* [Information]
☆ ☆ ☆ ☆

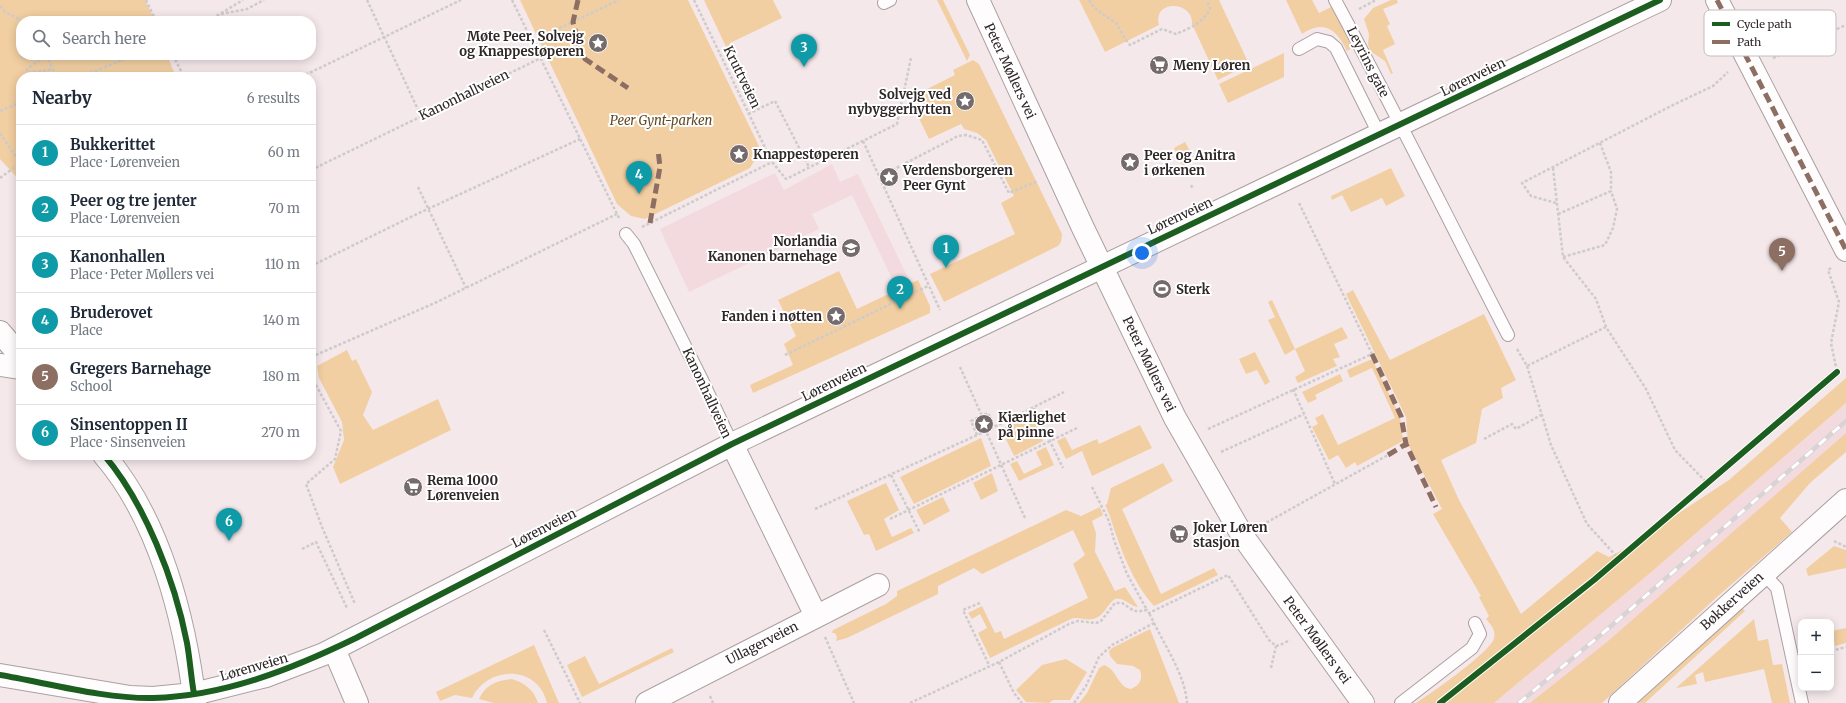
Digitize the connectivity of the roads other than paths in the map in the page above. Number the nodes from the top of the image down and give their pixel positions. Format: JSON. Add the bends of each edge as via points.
{"nodes":[{"id":1,"x":978,"y":0,"type":"edge"},
{"id":2,"x":1335,"y":0,"type":"edge"},
{"id":3,"x":1660,"y":0,"type":"edge"},
{"id":4,"x":1717,"y":0,"type":"edge"},
{"id":5,"x":1722,"y":10,"type":"edge"},
{"id":6,"x":1299,"y":49,"type":"dead end"},
{"id":7,"x":1746,"y":56,"type":"edge"},
{"id":8,"x":1399,"y":124,"type":"junction"},
{"id":9,"x":1378,"y":134,"type":"junction"},
{"id":10,"x":626,"y":234,"type":"road end"},
{"id":11,"x":1840,"y":258,"type":"edge"},
{"id":12,"x":1101,"y":266,"type":"junction"},
{"id":13,"x":0,"y":332,"type":"edge"},
{"id":14,"x":1508,"y":335,"type":"road end"},
{"id":15,"x":16,"y":350,"type":"edge"},
{"id":16,"x":16,"y":357,"type":"edge"},
{"id":17,"x":0,"y":365,"type":"edge"},
{"id":18,"x":732,"y":444,"type":"junction"},
{"id":19,"x":108,"y":460,"type":"edge"},
{"id":20,"x":1846,"y":500,"type":"edge"},
{"id":21,"x":1764,"y":572,"type":"junction"},
{"id":22,"x":878,"y":585,"type":"dead end"},
{"id":23,"x":816,"y":616,"type":"junction"},
{"id":24,"x":1475,"y":623,"type":"dead end"},
{"id":25,"x":334,"y":649,"type":"junction"},
{"id":26,"x":0,"y":675,"type":"edge"},
{"id":27,"x":195,"y":699,"type":"edge"},
{"id":28,"x":357,"y":703,"type":"edge"},
{"id":29,"x":647,"y":703,"type":"edge"},
{"id":30,"x":1363,"y":703,"type":"edge"},
{"id":31,"x":1401,"y":703,"type":"edge"},
{"id":32,"x":1620,"y":703,"type":"edge"},
{"id":33,"x":1802,"y":703,"type":"edge"}],
"edges":[{"from":1,"to":12,"type":"street","name":"Peter Møllers vei"},
{"from":2,"to":8,"type":"lane","name":"Leyrins gate"},
{"from":3,"to":8,"type":"street","name":"Lørenveien"},
{"from":4,"to":5,"type":"street"},
{"from":6,"to":9,"type":"lane","via":[[1317,39],[1329,42],[1336,48]]},
{"from":7,"to":11,"type":"street"},
{"from":8,"to":9,"type":"street","name":"Lørenveien"},
{"from":8,"to":14,"type":"lane","name":"Leyrins gate","via":[[1416,151],[1448,220]]},
{"from":9,"to":12,"type":"street","name":"Lørenveien"},
{"from":10,"to":18,"type":"lane","name":"Kanonhallveien","via":[[634,244]]},
{"from":12,"to":18,"type":"street","name":"Lørenveien"},
{"from":12,"to":30,"type":"street","name":"Peter Møllers vei","via":[[1175,418],[1242,535]]},
{"from":13,"to":15,"type":"street"},
{"from":16,"to":17,"type":"street"},
{"from":18,"to":23,"type":"street","name":"Kanonhallveien"},
{"from":18,"to":25,"type":"street","name":"Lørenveien"},
{"from":19,"to":27,"type":"street","via":[[119,472],[153,536],[176,598],[187,643]]},
{"from":20,"to":21,"type":"street","name":"Bøkkerveien"},
{"from":21,"to":32,"type":"street","name":"Bøkkerveien"},
{"from":21,"to":33,"type":"lane","via":[[1777,588]]},
{"from":22,"to":23,"type":"street","name":"Ullagerveien"},
{"from":23,"to":29,"type":"street","name":"Ullagerveien"},
{"from":24,"to":31,"type":"lane","via":[[1480,634],[1472,648]]},
{"from":25,"to":27,"type":"street","name":"Lørenveien","via":[[277,673]]},
{"from":25,"to":28,"type":"street"},
{"from":26,"to":27,"type":"street","name":"Lørenveien","via":[[130,697]]}]}
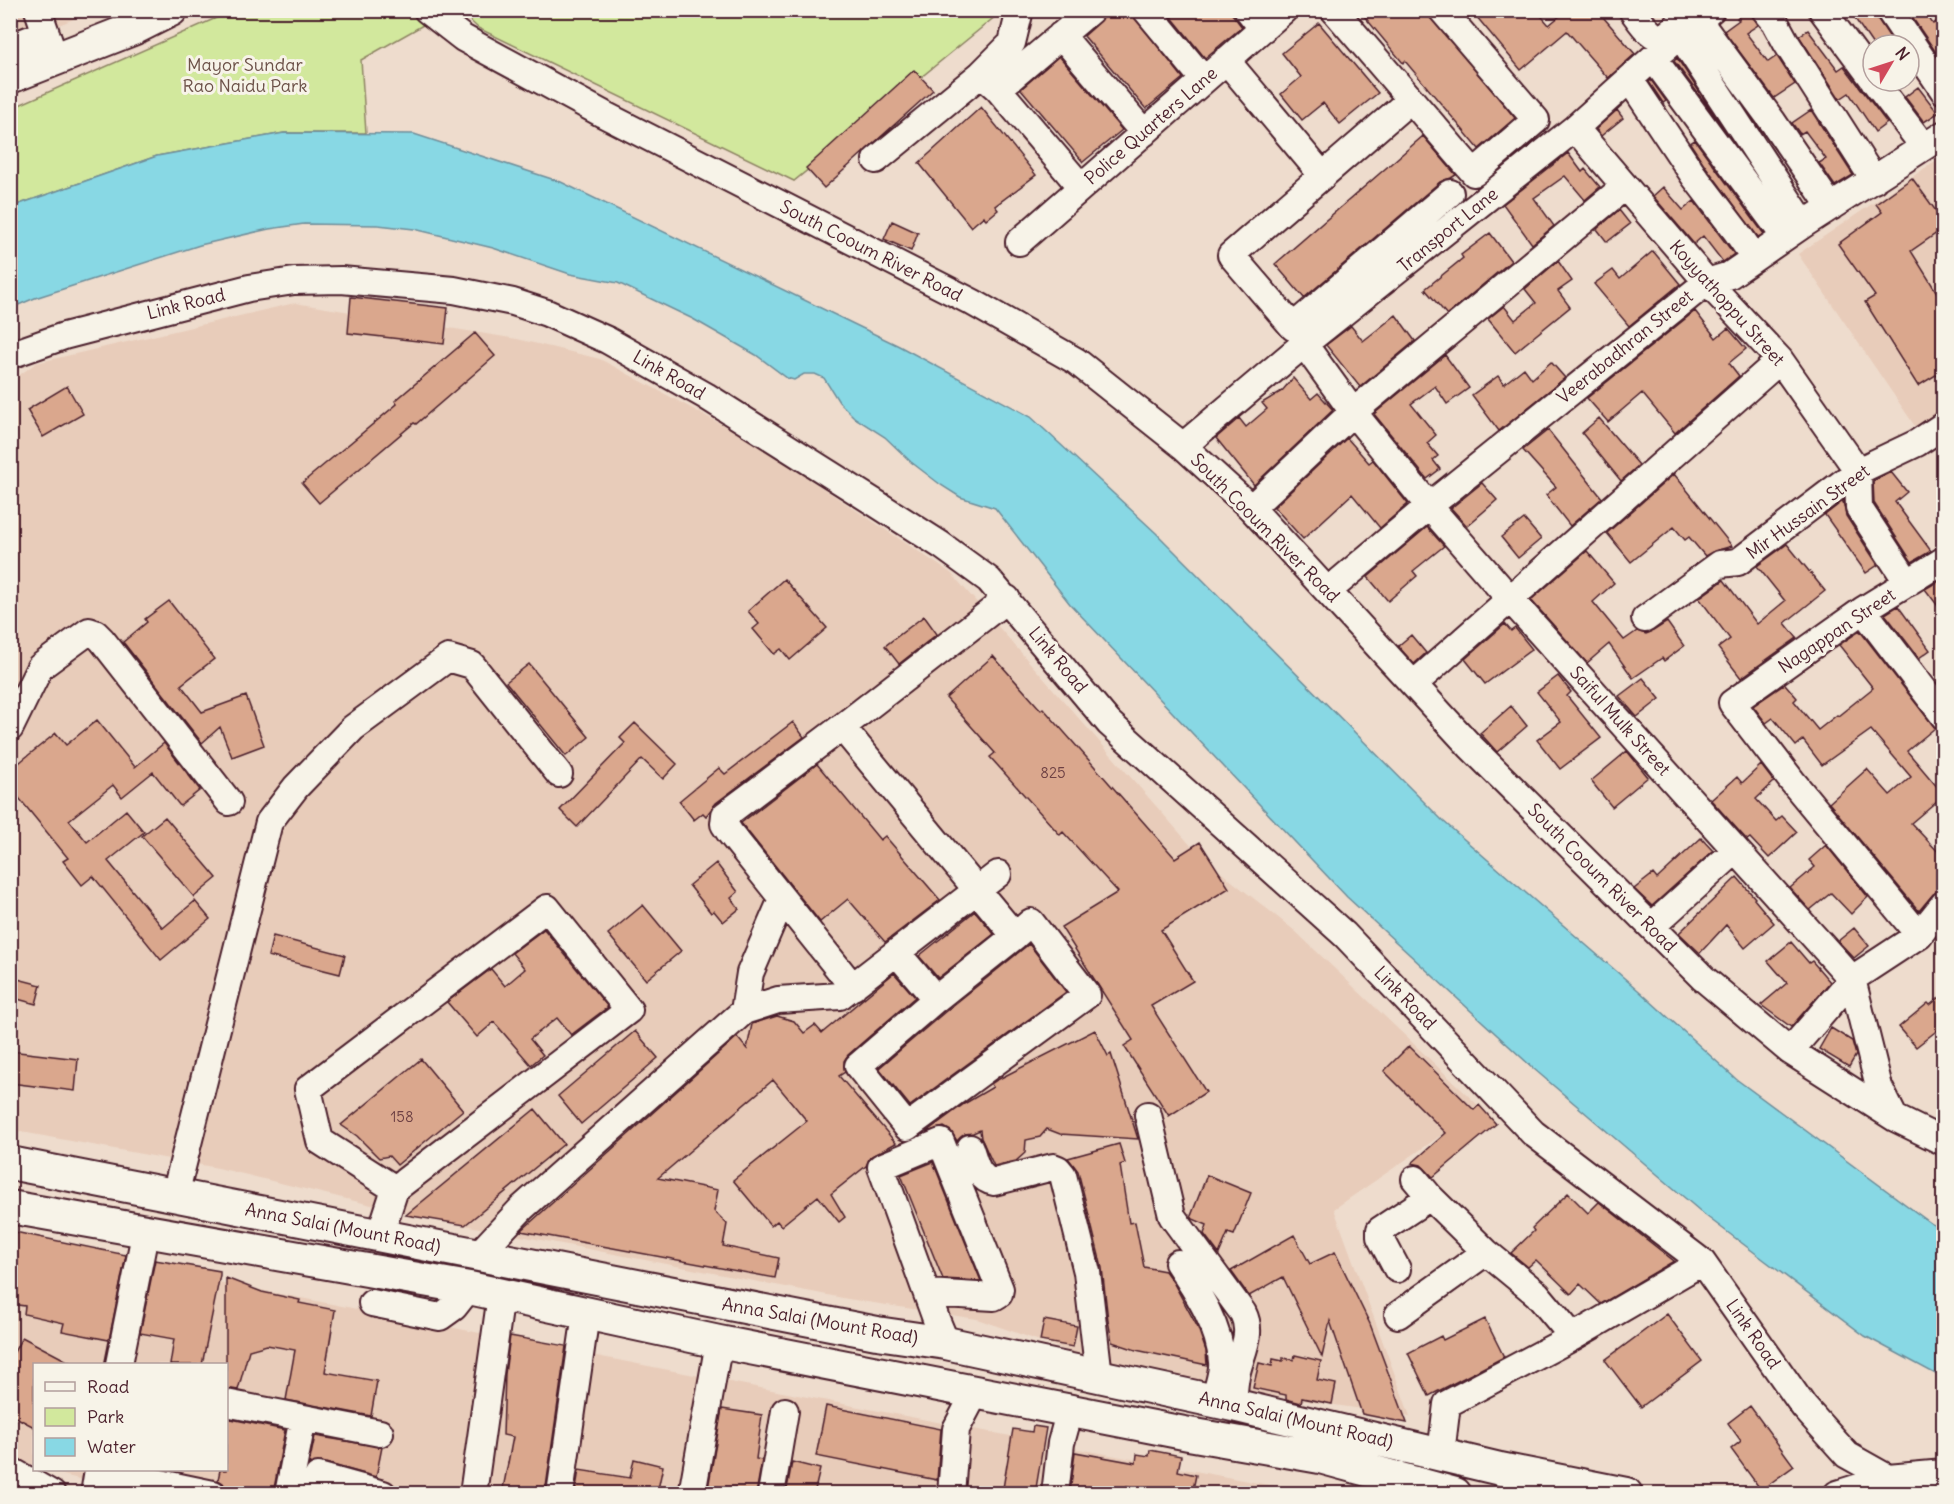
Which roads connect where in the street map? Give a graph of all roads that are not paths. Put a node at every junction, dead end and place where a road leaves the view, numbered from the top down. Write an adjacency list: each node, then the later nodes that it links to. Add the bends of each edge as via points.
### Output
1 (171, 10): 15 (main road, via 135,28)
2 (427, 10): 47 (street, South Cooum River Road, via 463,39 972,302 1076,361)
3 (1020, 10): 25 (street, via 1012,44)
4 (1091, 10): 16 (street)
5 (1146, 10): 22 (street)
6 (1284, 10): 14 (street, Police Quarters Lane)
7 (1334, 10): 27 (street)
8 (1442, 10): 27 (street, via 1536,120 1474,172)
9 (1632, 10): 13 (street, via 1658,38)
10 (1765, 10): 33 (street)
11 (1822, 10): 20 (street)
12 (1889, 10): 24 (street)
13 (1695, 19): 18 (street, Transport Lane); 37 (street); 38 (street)
14 (1255, 20): 19 (street, Police Quarters Lane)
15 (50, 28): 17 (street); 21 (main road)
16 (1061, 35): 25 (street); 29 (street)
17 (10, 47)
18 (1653, 58): 23 (street, Transport Lane); 38 (street)
19 (1226, 60): 22 (street, Police Quarters Lane); 32 (street)
20 (1861, 62)
21 (10, 77)
22 (1204, 80): 29 (street, Police Quarters Lane)
23 (1630, 80): 28 (street, Transport Lane); 40 (street)
24 (1941, 80)
25 (990, 82): 31 (street); 34 (street)
26 (1887, 93): 30 (street)
27 (1410, 100): 32 (street)
28 (1575, 128): 35 (street, Koyyathoppu Street); 42 (street, Transport Lane)
29 (1144, 133): 34 (street, Police Quarters Lane)
30 (1934, 141): 33 (street, Veerabadhran Street)
31 (876, 160)
32 (1323, 176): 36 (street, via 1231,255 1293,327)
33 (1874, 180): 37 (street, Veerabadhran Street)
34 (1081, 187): 39 (street, Police Quarters Lane)
35 (1624, 187): 41 (street, Koyyathoppu Street); 45 (street)
36 (1450, 193)
37 (1831, 207): 38 (street, Veerabadhran Street)
38 (1794, 230): 40 (street, Veerabadhran Street)
39 (1019, 242)
40 (1754, 257): 41 (street, Veerabadhran Street, via 1730,275)
41 (1707, 282): 44 (street, Koyyathoppu Street); 49 (street, Veerabadhran Street)
42 (1304, 344): 45 (street, Saiful Mulk Street); 47 (street, Transport Lane)
43 (10, 355): 54 (street, Link Road, via 102,326 249,288 294,281 341,280 431,287 513,302 607,340 706,396 941,545 989,580)
44 (1780, 360): 48 (street, Koyyathoppu Street); 55 (street)
45 (1353, 412): 49 (street, Saiful Mulk Street); 50 (street)
46 (1944, 425): 48 (street, Mir Hussain Street, via 1917,443)
47 (1184, 446): 50 (street, South Cooum River Road)
48 (1858, 471): 52 (street, via 1859,508); 57 (street, Mir Hussain Street, via 1738,562 1720,564)
49 (1429, 506): 53 (street, Veerabadhran Street); 55 (street, Saiful Mulk Street)
50 (1251, 508): 53 (street, South Cooum River Road)
51 (1944, 560): 52 (street, Nagappan Street)
52 (1908, 583): 56 (street, Nagappan Street)
53 (1328, 591): 58 (street, South Cooum River Road)
54 (1006, 599): 60 (street); 89 (street, Link Road, via 1109,723 1345,935 1533,1133)
55 (1510, 599): 58 (street); 64 (street, Saiful Mulk Street)
56 (1863, 610): 59 (street); 69 (street, Nagappan Street, via 1732,704)
57 (1645, 619)
58 (1414, 684): 68 (street, South Cooum River Road, via 1470,746)
59 (1944, 716)
60 (842, 727): 65 (street); 66 (street, via 725,815 724,824 730,833)
61 (10, 728): 63 (street, via 40,667 90,631 102,640)
62 (559, 774): 83 (street, via 472,665 448,658 353,728 296,788 270,822)
63 (229, 802)
64 (1736, 850): 68 (street); 72 (street, Saiful Mulk Street)
65 (988, 881): 70 (street); 71 (street)
66 (782, 899): 73 (street); 75 (street, via 750,973)
67 (1943, 905): 69 (street)
68 (1652, 926): 76 (street, South Cooum River Road, via 1703,978)
69 (1919, 935): 72 (street)
70 (1015, 936): 74 (street); 74 (street, via 1031,922 1087,995 907,1127 858,1066)
71 (897, 952): 73 (street); 74 (street)
72 (1852, 979): 76 (street); 78 (street, Saiful Mulk Street, via 1879,1087)
73 (853, 987): 75 (street, via 840,996 778,1000)
74 (936, 999)
75 (744, 1011): 88 (street, via 522,1208)
76 (1790, 1051): 78 (street, South Cooum River Road)
77 (1148, 1115): 107 (street, via 1172,1216 1248,1323 1248,1337)
78 (1895, 1118): 79 (street, South Cooum River Road)
79 (1944, 1142)
80 (970, 1148): 104 (street, via 980,1176 987,1181 1053,1167 1063,1175 1087,1272)
81 (19, 1162): 83 (main road, Anna Salai (Mount Road))
82 (395, 1189): 82 (street, via 320,1141 308,1089 547,908 629,1010); 86 (street)
83 (175, 1195): 86 (main road, Anna Salai (Mount Road))
84 (10, 1207): 85 (main road, Anna Salai (Mount Road))
85 (146, 1229): 92 (main road, Anna Salai (Mount Road)); 102 (street)
86 (380, 1235): 88 (main road, Anna Salai (Mount Road))
87 (1486, 1252): 91 (street, via 1423,1188 1380,1230); 97 (street); 99 (street, via 1537,1294)
88 (478, 1255): 98 (main road, Anna Salai (Mount Road))
89 (1702, 1262): 99 (street); 117 (street, Link Road, via 1804,1407 1847,1455)
90 (1178, 1263): 107 (street, via 1194,1286 1219,1346)
91 (1397, 1269)
92 (384, 1273): 93 (main road, Anna Salai (Mount Road)); 93 (street, via 396,1295 382,1305 440,1317)
93 (469, 1288): 95 (main road, Anna Salai (Mount Road))
94 (927, 1293): 94 (street, via 881,1167 941,1142 1000,1289 999,1294 986,1298); 101 (street)
95 (501, 1295): 96 (main road, Anna Salai (Mount Road)); 125 (street)
96 (586, 1314): 100 (main road, Anna Salai (Mount Road)); 126 (street)
97 (1398, 1315)
98 (877, 1333): 101 (main road, Anna Salai (Mount Road)); 103 (main road)
99 (1573, 1336): 112 (street, via 1447,1404)
100 (719, 1342): 103 (main road, Anna Salai (Mount Road)); 127 (street)
101 (946, 1343): 104 (main road, Anna Salai (Mount Road))
102 (119, 1363)
103 (872, 1371): 105 (main road, Anna Salai (Mount Road))
104 (1099, 1376): 107 (main road, Anna Salai (Mount Road))
105 (976, 1391): 108 (main road, Anna Salai (Mount Road)); 129 (street, via 956,1429)
106 (228, 1403): 110 (street)
107 (1224, 1403): 112 (main road, Anna Salai (Mount Road))
108 (1070, 1410): 130 (street, via 1061,1443); 131 (main road, Anna Salai (Mount Road), via 1320,1457)
109 (785, 1411): 128 (street)
110 (303, 1418): 111 (street); 122 (street)
111 (380, 1433)
112 (1454, 1457): 118 (main road, Anna Salai (Mount Road)); 132 (main road)
113 (10, 1470): 119 (street)
114 (98, 1471): 120 (street)
115 (103, 1471): 121 (street)
116 (1944, 1473): 117 (street)
117 (1888, 1478): 134 (street)
118 (1497, 1481): 133 (main road, Anna Salai (Mount Road))
119 (52, 1494)
120 (94, 1494)
121 (213, 1494)
122 (288, 1494)
123 (314, 1494): 124 (street, via 318,1476)
124 (383, 1494)
125 (473, 1494)
126 (560, 1494)
127 (692, 1494)
128 (771, 1494)
129 (951, 1494)
130 (1055, 1494)
131 (1455, 1494)
132 (1460, 1494)
133 (1626, 1494)
134 (1837, 1494)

☆ ☆ ☆ ☆

* [Task to complete]
Whenever a line in the entries above includes the word "Saiful", pull that line out.

* [Solved problem]
42 (1304, 344): 45 (street, Saiful Mulk Street); 47 (street, Transport Lane)
45 (1353, 412): 49 (street, Saiful Mulk Street); 50 (street)
49 (1429, 506): 53 (street, Veerabadhran Street); 55 (street, Saiful Mulk Street)
55 (1510, 599): 58 (street); 64 (street, Saiful Mulk Street)
64 (1736, 850): 68 (street); 72 (street, Saiful Mulk Street)
72 (1852, 979): 76 (street); 78 (street, Saiful Mulk Street, via 1879,1087)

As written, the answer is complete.